Gray: What we didn’t want to do was make a film in which someone was just a saintly figure who just walks through and sacrifices herself, and feels sorry for herself. What we were really focused on was to try and do a portrait of someone who was going to do what it took to survive, in a quiet way. She’s not like Joaquin, who is also trying to survive: The difference is Joaquin says it, and she’s much less flamboyant about it, but that’s the same thing, right? It’s the same idea. For example, the woman in the cell says, “Isn’t it terrible how they treat us here? Like we’re nothing” and she says, “I’m not nothing,” almost rudely. She won’t succumb to that. All of that comes from a place of trying to feature a character who is not self-pitying or a martyr or something like that, because dramatically, it’s not particularly interesting.
The Dissolve: The moment that really struck me is when she just comes out and says, “I hate you” to Bruno. In her situation, that seems completely against her interests.

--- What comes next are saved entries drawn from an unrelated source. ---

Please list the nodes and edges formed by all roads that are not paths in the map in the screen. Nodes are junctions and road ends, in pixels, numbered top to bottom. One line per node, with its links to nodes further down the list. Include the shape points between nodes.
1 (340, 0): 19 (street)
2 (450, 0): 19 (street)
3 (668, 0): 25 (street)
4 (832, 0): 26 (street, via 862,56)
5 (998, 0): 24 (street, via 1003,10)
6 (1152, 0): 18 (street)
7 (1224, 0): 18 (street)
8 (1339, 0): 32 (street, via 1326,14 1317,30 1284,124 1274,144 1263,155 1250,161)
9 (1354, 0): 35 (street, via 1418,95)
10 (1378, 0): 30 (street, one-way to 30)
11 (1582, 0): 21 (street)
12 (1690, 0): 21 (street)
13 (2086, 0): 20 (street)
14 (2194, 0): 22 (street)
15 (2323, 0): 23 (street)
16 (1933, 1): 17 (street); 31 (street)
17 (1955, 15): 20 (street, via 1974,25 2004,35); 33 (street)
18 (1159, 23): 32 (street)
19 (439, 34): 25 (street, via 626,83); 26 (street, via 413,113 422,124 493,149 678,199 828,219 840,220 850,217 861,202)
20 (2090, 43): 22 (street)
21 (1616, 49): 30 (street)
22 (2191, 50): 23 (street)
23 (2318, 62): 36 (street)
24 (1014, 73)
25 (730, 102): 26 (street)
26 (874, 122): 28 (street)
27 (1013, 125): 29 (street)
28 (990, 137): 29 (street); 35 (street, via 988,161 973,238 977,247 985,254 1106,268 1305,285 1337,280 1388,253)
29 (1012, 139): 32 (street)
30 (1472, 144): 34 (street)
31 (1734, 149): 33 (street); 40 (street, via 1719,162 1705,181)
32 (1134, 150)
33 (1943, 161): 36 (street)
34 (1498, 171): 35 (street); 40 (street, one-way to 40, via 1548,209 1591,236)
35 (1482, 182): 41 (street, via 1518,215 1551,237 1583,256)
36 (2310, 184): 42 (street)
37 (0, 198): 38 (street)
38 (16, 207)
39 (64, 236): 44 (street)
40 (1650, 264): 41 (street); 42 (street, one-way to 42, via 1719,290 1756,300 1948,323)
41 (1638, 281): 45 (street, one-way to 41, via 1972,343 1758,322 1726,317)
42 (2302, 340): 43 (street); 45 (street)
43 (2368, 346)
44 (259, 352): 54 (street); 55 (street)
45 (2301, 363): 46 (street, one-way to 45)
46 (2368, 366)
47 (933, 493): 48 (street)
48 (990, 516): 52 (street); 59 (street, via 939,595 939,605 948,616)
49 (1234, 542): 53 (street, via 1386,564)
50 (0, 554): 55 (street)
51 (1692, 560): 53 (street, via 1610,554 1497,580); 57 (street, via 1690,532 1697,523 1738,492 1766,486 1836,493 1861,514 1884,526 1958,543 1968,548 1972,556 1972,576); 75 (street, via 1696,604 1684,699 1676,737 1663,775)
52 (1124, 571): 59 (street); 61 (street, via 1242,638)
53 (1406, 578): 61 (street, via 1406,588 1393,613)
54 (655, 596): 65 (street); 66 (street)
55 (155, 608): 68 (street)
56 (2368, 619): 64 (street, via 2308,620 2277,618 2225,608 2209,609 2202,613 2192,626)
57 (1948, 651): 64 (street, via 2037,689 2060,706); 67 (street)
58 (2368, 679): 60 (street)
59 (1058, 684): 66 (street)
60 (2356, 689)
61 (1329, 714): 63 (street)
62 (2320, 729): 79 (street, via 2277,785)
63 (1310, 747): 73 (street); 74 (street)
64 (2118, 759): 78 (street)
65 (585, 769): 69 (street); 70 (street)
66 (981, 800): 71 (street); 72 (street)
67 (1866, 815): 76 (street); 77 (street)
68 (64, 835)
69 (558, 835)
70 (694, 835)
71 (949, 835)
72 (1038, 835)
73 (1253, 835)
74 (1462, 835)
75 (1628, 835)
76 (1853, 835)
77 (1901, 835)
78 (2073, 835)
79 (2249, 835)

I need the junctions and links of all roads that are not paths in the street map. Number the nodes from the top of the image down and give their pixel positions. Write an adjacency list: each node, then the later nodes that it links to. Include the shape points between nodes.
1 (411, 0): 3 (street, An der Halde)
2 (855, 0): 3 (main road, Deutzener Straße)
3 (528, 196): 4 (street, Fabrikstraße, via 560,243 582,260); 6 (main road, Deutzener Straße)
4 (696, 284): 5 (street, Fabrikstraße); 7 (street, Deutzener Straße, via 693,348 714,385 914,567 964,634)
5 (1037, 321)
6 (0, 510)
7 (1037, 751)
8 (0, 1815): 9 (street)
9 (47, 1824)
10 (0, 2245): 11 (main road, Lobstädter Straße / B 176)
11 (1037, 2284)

Gray: That’s right, exactly. Not only that, but I myself have always wondered and worried about what she did on the boat. I don’t think it’s so ironclad. She’s pulling out a weapon every five seconds, and she lies to the doctors. She gets to the island and she says to her sister, “No, no, don’t cough. Don’t do anything.” [Her sister] has tuberculosis and [Ewa] knows it, but she’s trying to cheat the system. The sister is sick. She knows she’s done wrong, which is why the confession scene is all about her saying, “Maybe I do go to hell.” That part of her deserves it. Then she says, “Is it a sin to try and survive?” This is all born from the fact that I always thought my grandparents had a tremendous will, even in the face of some disaster.
The Dissolve: What did you ask of your actors going into this film? What sort of research did you want them to do before shooting?
Gray: That’s none of my business when I talk to them. The way I always operate is, it’s up to me to do all of the research, and it’s up to me to tell them when they’re doing something wrong. I want them to play themselves, I want them to reveal part of themselves—their attitudes, their behavior, their emotions. I don’t care about the thread count on the suits for them. In other words, I care about it, I research it, but that’s my business, not theirs. Their business is to focus on being themselves, and revealing part of themselves, and being emotionally attuned to who that person is. I’m sure Joaquin and she did—in fact, I know they both did—a lot of research, but I don’t really care about that for them. I’m there to help them with that stuff if they need it. I became sort of a quasi-expert on the period, but I don’t think it’s up to them to become so, too. I don’t want it getting in the way of the honesty of the moment. I don’t want them to worry about if they would hold a fork a different way. They can’t think about that. If they did, the performance would be ruined.
The Dissolve: Have you had to learn a little bit about how to direct actors or talk to actors? Has that changed since you started?
Gray: I don’t know. I think I’m pretty bad at it, talking to actors. I don’t think I know how to do it, really. I think I’m pretty good at casting, and I think I’m pretty good at making actors feel free, in the moment, to do what they need to do. But I’m not good at helping them or talking to them. I don’t really know their language. I find them very mysterious and interesting people. To the degree that my style with them has changed, I don’t know if I could say it’s out of a maturity or intelligence. I think it’s more or less out of just struggling to do my best to communicate with people whose language is very different from my own.